*** Opening SUPPLIED DATA ***

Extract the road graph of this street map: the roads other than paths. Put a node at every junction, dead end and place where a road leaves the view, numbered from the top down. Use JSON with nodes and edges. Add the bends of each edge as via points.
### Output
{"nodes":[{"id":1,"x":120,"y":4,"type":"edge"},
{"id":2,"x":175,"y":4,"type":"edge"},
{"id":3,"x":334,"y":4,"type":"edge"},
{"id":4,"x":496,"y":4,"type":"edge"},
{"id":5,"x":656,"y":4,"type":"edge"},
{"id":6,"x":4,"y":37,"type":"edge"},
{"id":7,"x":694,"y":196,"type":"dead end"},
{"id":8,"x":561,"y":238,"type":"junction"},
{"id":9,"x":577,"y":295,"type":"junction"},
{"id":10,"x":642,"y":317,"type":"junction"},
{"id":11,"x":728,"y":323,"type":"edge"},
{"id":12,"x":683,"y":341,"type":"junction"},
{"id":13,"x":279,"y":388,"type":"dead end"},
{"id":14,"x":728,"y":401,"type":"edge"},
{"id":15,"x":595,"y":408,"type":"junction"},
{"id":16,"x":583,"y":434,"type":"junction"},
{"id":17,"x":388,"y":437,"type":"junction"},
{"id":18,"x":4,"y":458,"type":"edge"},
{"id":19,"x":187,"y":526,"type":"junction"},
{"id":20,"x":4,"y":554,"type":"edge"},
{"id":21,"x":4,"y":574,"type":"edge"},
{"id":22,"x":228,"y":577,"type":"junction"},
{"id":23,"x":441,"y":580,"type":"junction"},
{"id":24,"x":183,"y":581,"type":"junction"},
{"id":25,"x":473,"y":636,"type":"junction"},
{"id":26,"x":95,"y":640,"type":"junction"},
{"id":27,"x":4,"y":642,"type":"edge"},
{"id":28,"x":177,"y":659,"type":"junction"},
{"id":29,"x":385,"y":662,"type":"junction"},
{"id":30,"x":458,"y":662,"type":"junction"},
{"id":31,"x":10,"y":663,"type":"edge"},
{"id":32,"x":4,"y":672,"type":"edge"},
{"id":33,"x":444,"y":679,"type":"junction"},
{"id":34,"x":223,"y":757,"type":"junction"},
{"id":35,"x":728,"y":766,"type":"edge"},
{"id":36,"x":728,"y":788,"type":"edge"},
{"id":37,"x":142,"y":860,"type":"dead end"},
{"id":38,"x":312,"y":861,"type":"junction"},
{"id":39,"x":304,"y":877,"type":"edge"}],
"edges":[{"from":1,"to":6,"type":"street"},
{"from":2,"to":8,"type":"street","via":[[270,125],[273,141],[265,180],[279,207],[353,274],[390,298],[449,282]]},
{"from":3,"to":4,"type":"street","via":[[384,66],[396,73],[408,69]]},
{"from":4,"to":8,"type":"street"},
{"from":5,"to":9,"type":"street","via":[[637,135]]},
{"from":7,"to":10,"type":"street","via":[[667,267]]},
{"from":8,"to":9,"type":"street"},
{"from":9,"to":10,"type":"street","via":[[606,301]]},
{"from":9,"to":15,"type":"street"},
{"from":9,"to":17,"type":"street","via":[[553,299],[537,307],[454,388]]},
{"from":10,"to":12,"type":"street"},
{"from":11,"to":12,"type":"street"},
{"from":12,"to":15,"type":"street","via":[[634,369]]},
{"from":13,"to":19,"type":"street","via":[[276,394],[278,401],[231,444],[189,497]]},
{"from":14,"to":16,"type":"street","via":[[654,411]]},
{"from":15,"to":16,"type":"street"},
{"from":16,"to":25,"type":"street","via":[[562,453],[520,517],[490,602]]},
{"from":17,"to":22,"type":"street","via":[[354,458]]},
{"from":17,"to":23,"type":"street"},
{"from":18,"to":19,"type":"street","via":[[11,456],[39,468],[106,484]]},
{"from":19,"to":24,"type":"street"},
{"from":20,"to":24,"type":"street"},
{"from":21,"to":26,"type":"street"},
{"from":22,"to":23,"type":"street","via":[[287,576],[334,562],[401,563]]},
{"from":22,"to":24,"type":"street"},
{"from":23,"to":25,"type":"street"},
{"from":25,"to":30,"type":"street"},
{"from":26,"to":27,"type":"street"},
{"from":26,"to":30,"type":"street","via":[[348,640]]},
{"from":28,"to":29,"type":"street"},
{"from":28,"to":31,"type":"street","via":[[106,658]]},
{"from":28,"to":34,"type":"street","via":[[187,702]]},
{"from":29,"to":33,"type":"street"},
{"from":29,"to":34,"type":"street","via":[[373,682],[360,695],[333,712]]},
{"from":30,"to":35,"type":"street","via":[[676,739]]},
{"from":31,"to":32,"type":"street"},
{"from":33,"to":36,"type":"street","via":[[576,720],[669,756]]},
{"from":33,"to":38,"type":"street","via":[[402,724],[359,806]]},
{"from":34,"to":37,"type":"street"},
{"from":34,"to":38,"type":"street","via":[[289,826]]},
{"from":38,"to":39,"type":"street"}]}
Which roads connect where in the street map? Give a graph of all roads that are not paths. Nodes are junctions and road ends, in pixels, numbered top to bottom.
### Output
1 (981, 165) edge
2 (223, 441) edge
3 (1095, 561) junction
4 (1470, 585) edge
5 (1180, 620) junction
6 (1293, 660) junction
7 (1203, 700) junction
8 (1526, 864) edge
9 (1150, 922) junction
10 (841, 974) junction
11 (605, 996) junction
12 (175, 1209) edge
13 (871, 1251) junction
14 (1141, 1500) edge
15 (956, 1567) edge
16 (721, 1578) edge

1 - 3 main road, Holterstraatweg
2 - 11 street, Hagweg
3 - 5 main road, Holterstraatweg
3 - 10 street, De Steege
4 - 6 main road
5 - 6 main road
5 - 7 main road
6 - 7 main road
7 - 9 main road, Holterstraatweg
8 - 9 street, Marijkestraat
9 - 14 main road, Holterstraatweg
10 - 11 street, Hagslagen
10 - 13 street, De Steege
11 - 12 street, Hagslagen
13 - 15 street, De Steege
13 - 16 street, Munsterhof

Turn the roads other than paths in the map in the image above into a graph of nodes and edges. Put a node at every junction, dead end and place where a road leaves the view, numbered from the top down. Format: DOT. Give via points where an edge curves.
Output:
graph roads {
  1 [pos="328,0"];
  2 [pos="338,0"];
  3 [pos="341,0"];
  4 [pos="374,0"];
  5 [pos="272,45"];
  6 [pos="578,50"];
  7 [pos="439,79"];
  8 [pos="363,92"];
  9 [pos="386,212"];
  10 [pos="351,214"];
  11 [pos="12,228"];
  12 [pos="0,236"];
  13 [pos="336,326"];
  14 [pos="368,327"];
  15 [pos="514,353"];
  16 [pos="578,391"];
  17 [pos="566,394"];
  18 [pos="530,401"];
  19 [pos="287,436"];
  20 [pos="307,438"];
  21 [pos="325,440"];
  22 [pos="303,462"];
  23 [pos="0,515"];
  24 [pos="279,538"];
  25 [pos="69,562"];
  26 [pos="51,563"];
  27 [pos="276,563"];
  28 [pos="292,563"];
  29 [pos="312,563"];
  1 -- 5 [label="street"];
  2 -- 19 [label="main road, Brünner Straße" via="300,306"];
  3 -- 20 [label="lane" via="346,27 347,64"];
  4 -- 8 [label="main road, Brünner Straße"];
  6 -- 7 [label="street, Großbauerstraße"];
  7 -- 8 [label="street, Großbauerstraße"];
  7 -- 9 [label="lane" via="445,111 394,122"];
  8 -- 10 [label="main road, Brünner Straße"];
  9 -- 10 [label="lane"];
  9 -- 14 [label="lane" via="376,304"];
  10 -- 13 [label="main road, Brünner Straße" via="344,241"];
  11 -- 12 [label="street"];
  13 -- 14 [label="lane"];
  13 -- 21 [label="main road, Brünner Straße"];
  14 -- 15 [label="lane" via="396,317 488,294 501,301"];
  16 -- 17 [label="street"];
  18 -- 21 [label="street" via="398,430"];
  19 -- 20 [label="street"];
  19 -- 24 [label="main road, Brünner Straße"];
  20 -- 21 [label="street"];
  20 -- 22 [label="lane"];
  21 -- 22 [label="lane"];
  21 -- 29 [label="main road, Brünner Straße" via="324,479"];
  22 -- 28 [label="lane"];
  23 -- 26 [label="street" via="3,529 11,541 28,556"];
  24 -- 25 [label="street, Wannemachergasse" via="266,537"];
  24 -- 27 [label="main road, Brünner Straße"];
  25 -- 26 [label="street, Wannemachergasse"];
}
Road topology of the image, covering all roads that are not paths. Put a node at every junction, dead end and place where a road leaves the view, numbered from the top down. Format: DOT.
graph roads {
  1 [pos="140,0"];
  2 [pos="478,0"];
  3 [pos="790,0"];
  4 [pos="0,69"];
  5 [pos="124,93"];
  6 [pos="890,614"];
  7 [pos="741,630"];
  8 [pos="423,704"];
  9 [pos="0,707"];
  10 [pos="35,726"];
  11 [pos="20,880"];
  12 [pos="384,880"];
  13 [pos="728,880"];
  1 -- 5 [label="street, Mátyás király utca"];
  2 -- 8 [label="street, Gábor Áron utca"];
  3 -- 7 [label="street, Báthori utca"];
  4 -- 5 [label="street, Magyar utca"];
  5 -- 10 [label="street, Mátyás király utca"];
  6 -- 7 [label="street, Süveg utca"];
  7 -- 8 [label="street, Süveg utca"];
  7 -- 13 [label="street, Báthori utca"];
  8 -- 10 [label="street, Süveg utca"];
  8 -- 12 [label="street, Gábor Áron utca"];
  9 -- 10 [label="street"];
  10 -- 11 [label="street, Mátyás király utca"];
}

*** Closing SUPPLIED DATA ***

TASK ITEM:
Check every line of the data, and copy the ones that contain "points".

REPLY TO THE EXERCISE:
Extract the road graph of this street map: the roads other than paths. Put a node at every junction, dead end and place where a road leaves the view, numbered from the top down. Use JSON with nodes and edges. Add the bends of each edge as via points.
Turn the roads other than paths in the map in the image above into a graph of nodes and edges. Put a node at every junction, dead end and place where a road leaves the view, numbered from the top down. Format: DOT. Give via points where an edge curves.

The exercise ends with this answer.